*** Opening Given records ***
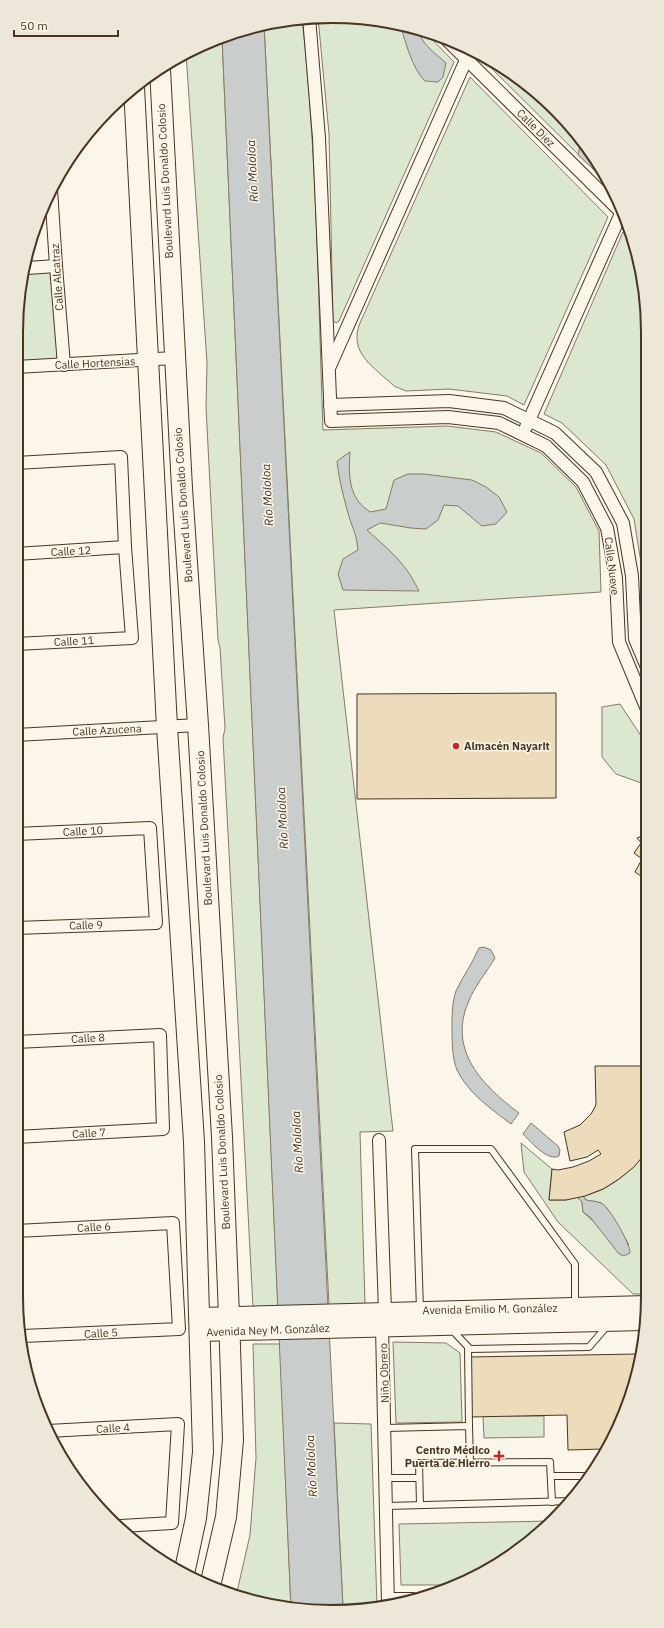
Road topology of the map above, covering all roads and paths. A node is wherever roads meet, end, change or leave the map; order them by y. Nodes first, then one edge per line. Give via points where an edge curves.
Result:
1 (310, 24) edge
2 (468, 55) edge
3 (160, 75) edge
4 (134, 95) edge
5 (52, 202) edge
6 (612, 202) edge
7 (620, 220) edge
8 (56, 266) junction
9 (30, 268) edge
10 (174, 358) junction
11 (147, 360) junction
12 (64, 364) junction
13 (23, 367) edge
14 (329, 370) junction
15 (330, 405) junction
16 (529, 420) junction
17 (522, 435) junction
18 (23, 463) edge
19 (182, 488) junction
20 (125, 547) junction
21 (23, 554) edge
22 (23, 644) edge
23 (641, 652) edge
24 (641, 693) edge
25 (198, 725) junction
26 (167, 727) junction
27 (23, 735) edge
28 (23, 834) edge
29 (156, 923) joint
30 (23, 928) edge
31 (23, 1042) edge
32 (163, 1129) joint
33 (23, 1137) edge
34 (379, 1140) dead end
35 (23, 1231) edge
36 (641, 1306) edge
37 (420, 1310) junction
38 (575, 1315) junction
39 (384, 1319) junction
40 (335, 1320) joint
41 (610, 1322) junction
42 (639, 1322) edge
43 (200, 1324) junction
44 (229, 1324) junction
45 (448, 1326) junction
46 (179, 1329) joint
47 (26, 1336) edge
48 (468, 1348) junction
49 (469, 1426) junction
50 (385, 1428) junction
51 (54, 1431) edge
52 (470, 1463) junction
53 (551, 1476) junction
54 (583, 1476) edge
55 (386, 1478) junction
56 (420, 1478) junction
57 (563, 1501) edge
58 (552, 1502) junction
59 (420, 1505) junction
60 (386, 1506) junction
61 (126, 1526) edge
62 (185, 1568) edge
63 (211, 1580) edge
64 (388, 1600) edge

1 - 14 street via 320,138
2 - 6 street, Calle Diez
2 - 14 street
3 - 10 main road, Boulevard Luis Donaldo Colosio
4 - 11 main road
5 - 8 street, Calle Alcatraz
7 - 16 street
8 - 9 street
8 - 12 street, Calle Alcatraz
10 - 11 street, Calle Hortensias
10 - 19 main road, Boulevard Luis Donaldo Colosio
11 - 12 street, Calle Hortensias
11 - 19 main road via 164,370 171,467
11 - 26 main road
12 - 13 street, Calle Hortensias
14 - 15 street
15 - 16 street, Calle Nueve via 448,401 504,408
15 - 17 street, Calle Nueve via 331,421 448,417 499,424
16 - 17 street
16 - 23 street, Calle Nueve via 555,433 596,472 623,523 632,576 636,639
17 - 24 street, Calle Nueve via 546,446 583,482 607,528 616,578 619,642
18 - 20 street via 121,457
19 - 25 main road, Boulevard Luis Donaldo Colosio
20 - 21 street, Calle 12
20 - 22 street, Calle 11 via 132,638
25 - 26 street, Calle Azucena
25 - 44 main road, Boulevard Luis Donaldo Colosio via 222,1137
26 - 27 street, Calle Azucena
26 - 43 main road via 194,1142
28 - 29 street, Calle 10 via 150,828
29 - 30 street, Calle 9
31 - 32 street, Calle 8 via 160,1035
32 - 33 street, Calle 7
34 - 39 street, Niño Obrero
35 - 46 street, Calle 6 via 173,1223
36 - 38 main road, Avenida Emilio M. González
37 - 38 main road, Avenida Emilio M. González
37 - 38 lane via 415,1149 491,1149 575,1264
37 - 39 main road, Avenida Emilio M. González
38 - 41 main road, Avenida Emilio M. González
38 - 45 main road, Avenida Emilio M. González
39 - 40 main road, Avenida Emilio M. González
39 - 45 main road, Avenida Emilio M. González
39 - 50 street, Niño Obrero
40 - 44 main road, Avenida Ney M. González
41 - 42 main road, Avenida Emilio M. González
41 - 48 lane via 589,1347
43 - 44 main road, Avenida Ney M. González
43 - 62 main road via 203,1452 196,1518
44 - 63 main road, Boulevard Luis Donaldo Colosio via 233,1440 226,1517
45 - 48 lane
46 - 47 street, Calle 5
48 - 49 lane
49 - 50 lane
49 - 52 lane
50 - 55 street, Niño Obrero
51 - 61 street, Calle 4 via 178,1424 172,1523
52 - 53 lane via 550,1462
52 - 56 lane via 419,1463
53 - 54 lane
53 - 58 lane
55 - 56 lane
55 - 60 street, Niño Obrero
56 - 59 lane
57 - 58 lane
58 - 59 lane
59 - 60 lane
60 - 64 street, Niño Obrero

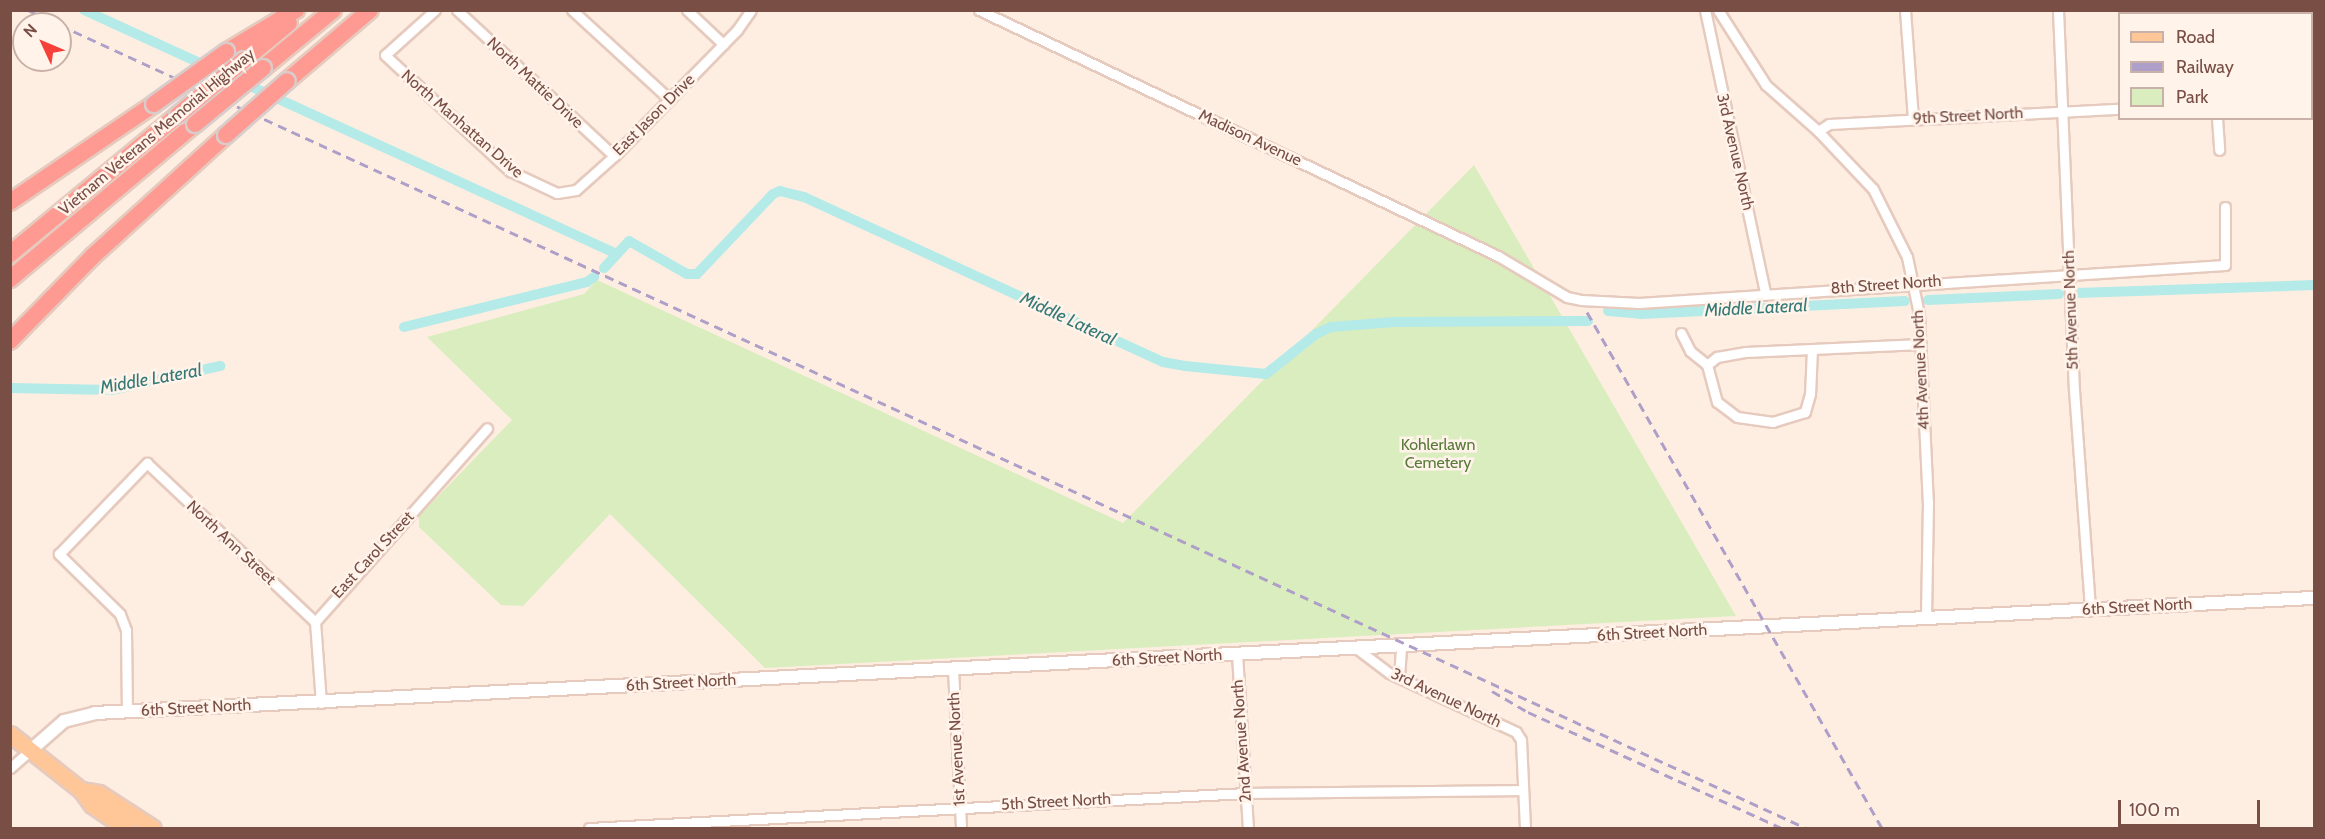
*** Closing Given records ***
What the task asks:
Restate the data above word for word, omitting every picture.

Answer to this exercise:
Road topology of the map above, covering all roads and paths. A node is wherever roads meet, end, change or leave the map; order them by y. Nodes first, then one edge per line. Give via points where an edge curves.
Result:
1 (310, 24) edge
2 (468, 55) edge
3 (160, 75) edge
4 (134, 95) edge
5 (52, 202) edge
6 (612, 202) edge
7 (620, 220) edge
8 (56, 266) junction
9 (30, 268) edge
10 (174, 358) junction
11 (147, 360) junction
12 (64, 364) junction
13 (23, 367) edge
14 (329, 370) junction
15 (330, 405) junction
16 (529, 420) junction
17 (522, 435) junction
18 (23, 463) edge
19 (182, 488) junction
20 (125, 547) junction
21 (23, 554) edge
22 (23, 644) edge
23 (641, 652) edge
24 (641, 693) edge
25 (198, 725) junction
26 (167, 727) junction
27 (23, 735) edge
28 (23, 834) edge
29 (156, 923) joint
30 (23, 928) edge
31 (23, 1042) edge
32 (163, 1129) joint
33 (23, 1137) edge
34 (379, 1140) dead end
35 (23, 1231) edge
36 (641, 1306) edge
37 (420, 1310) junction
38 (575, 1315) junction
39 (384, 1319) junction
40 (335, 1320) joint
41 (610, 1322) junction
42 (639, 1322) edge
43 (200, 1324) junction
44 (229, 1324) junction
45 (448, 1326) junction
46 (179, 1329) joint
47 (26, 1336) edge
48 (468, 1348) junction
49 (469, 1426) junction
50 (385, 1428) junction
51 (54, 1431) edge
52 (470, 1463) junction
53 (551, 1476) junction
54 (583, 1476) edge
55 (386, 1478) junction
56 (420, 1478) junction
57 (563, 1501) edge
58 (552, 1502) junction
59 (420, 1505) junction
60 (386, 1506) junction
61 (126, 1526) edge
62 (185, 1568) edge
63 (211, 1580) edge
64 (388, 1600) edge

1 - 14 street via 320,138
2 - 6 street, Calle Diez
2 - 14 street
3 - 10 main road, Boulevard Luis Donaldo Colosio
4 - 11 main road
5 - 8 street, Calle Alcatraz
7 - 16 street
8 - 9 street
8 - 12 street, Calle Alcatraz
10 - 11 street, Calle Hortensias
10 - 19 main road, Boulevard Luis Donaldo Colosio
11 - 12 street, Calle Hortensias
11 - 19 main road via 164,370 171,467
11 - 26 main road
12 - 13 street, Calle Hortensias
14 - 15 street
15 - 16 street, Calle Nueve via 448,401 504,408
15 - 17 street, Calle Nueve via 331,421 448,417 499,424
16 - 17 street
16 - 23 street, Calle Nueve via 555,433 596,472 623,523 632,576 636,639
17 - 24 street, Calle Nueve via 546,446 583,482 607,528 616,578 619,642
18 - 20 street via 121,457
19 - 25 main road, Boulevard Luis Donaldo Colosio
20 - 21 street, Calle 12
20 - 22 street, Calle 11 via 132,638
25 - 26 street, Calle Azucena
25 - 44 main road, Boulevard Luis Donaldo Colosio via 222,1137
26 - 27 street, Calle Azucena
26 - 43 main road via 194,1142
28 - 29 street, Calle 10 via 150,828
29 - 30 street, Calle 9
31 - 32 street, Calle 8 via 160,1035
32 - 33 street, Calle 7
34 - 39 street, Niño Obrero
35 - 46 street, Calle 6 via 173,1223
36 - 38 main road, Avenida Emilio M. González
37 - 38 main road, Avenida Emilio M. González
37 - 38 lane via 415,1149 491,1149 575,1264
37 - 39 main road, Avenida Emilio M. González
38 - 41 main road, Avenida Emilio M. González
38 - 45 main road, Avenida Emilio M. González
39 - 40 main road, Avenida Emilio M. González
39 - 45 main road, Avenida Emilio M. González
39 - 50 street, Niño Obrero
40 - 44 main road, Avenida Ney M. González
41 - 42 main road, Avenida Emilio M. González
41 - 48 lane via 589,1347
43 - 44 main road, Avenida Ney M. González
43 - 62 main road via 203,1452 196,1518
44 - 63 main road, Boulevard Luis Donaldo Colosio via 233,1440 226,1517
45 - 48 lane
46 - 47 street, Calle 5
48 - 49 lane
49 - 50 lane
49 - 52 lane
50 - 55 street, Niño Obrero
51 - 61 street, Calle 4 via 178,1424 172,1523
52 - 53 lane via 550,1462
52 - 56 lane via 419,1463
53 - 54 lane
53 - 58 lane
55 - 56 lane
55 - 60 street, Niño Obrero
56 - 59 lane
57 - 58 lane
58 - 59 lane
59 - 60 lane
60 - 64 street, Niño Obrero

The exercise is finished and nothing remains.